The latest is that he’s lost yet another lawsuit, this time (in part) for not understanding copyright law.
There have been a variety of lawsuits regarding data scraping over the past decade, and we’ve long argued that such scraping should be allowed under the law (though sites are free to take technical measures to try to block them). Some of these issues are at stake in the recent Section 230 lawsuit that Ethan Zuckerman filed against Meta. That one is more about middleware/API access.
But pure “scraping” has come up in a number of cases, most notably the LinkedIn / HiQ case, where the 9th Circuit has said that scraping of public information is not a violation of the CFAA, as it was not “unauthorized access.” But the follow-up to that case was that the court still blocked HiQ from scraping LinkedIn, in part because of LinkedIn’s user agreement.
This has created a near total mess, where it is not at all clear if scraping public data on the internet is actually allowed.
This has only become more important in the last few years with the rise of generative AI and the need to get access to as much data as possible to train on.
Internet companies have been pushing to argue that their terms of service can block all kinds of scraping, perhaps relying on the eventual injunction blocking HiQ. Both Meta and ExTwitter sued a scraping company, Bright Data, arguing that its scraping violated their terms of service.
In January, Meta’s case against Bright Data was dismissed at the summary judgment stage. The judge in that case, Edward Chen, found that Meta’s terms of service clearly do not prohibit logged-off scraping of public data.

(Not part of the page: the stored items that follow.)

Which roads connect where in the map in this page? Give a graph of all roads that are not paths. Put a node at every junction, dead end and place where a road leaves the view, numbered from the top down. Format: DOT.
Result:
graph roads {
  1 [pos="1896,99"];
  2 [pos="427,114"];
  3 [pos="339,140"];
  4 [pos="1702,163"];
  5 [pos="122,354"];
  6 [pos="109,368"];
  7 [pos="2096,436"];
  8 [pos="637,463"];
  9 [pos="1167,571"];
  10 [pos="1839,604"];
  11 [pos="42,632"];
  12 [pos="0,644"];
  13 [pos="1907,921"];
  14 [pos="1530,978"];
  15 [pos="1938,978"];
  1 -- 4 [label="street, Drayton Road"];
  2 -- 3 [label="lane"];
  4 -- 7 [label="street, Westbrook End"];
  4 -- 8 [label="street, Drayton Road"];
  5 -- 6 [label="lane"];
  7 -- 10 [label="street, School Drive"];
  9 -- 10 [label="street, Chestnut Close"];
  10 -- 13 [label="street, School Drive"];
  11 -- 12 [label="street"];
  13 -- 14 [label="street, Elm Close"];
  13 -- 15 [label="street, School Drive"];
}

Now, ExTwitter’s lawsuit against the same company has reached a similar conclusion.
This time, it’s Judge William Alsup, who has dismissed the case for failure to state a claim. Alsup’s decision is a bit more thorough. It highlights that there are two separate issues here: did it violate ExTwitter’s terms of service to access its systems for scraping, and then, separately, to scrape and sell the data.
On the access side, the judge is not convinced by any of the arguments. It’s not trespass to chattels, because that requires some sort of injury.
Critically, the instant complaint alleges no such impairment or deprivation. X Corp. parrots elements, reciting that Bright Data’s “acts have caused injury to X Corp. and . . . will cause damage in the form of impaired condition, quality, and value of its servers, technology infrastructure, services, and reputation” (Amd. Compl. ¶ 102). Its lone deviation from that parroting — a conclusory statement that Bright Data’s “acts have diminished the server capacity that X Corp. can devote to its legitimate users” — fails to move the needle (Amd. Compl. ¶ 98). To say nothing of the fact that, as alleged, Bright Data and its customers are legitimate X users (subject to the Terms), the scraping tools and services they use are reliant on X Corp.’s servers functioning exactly as intended.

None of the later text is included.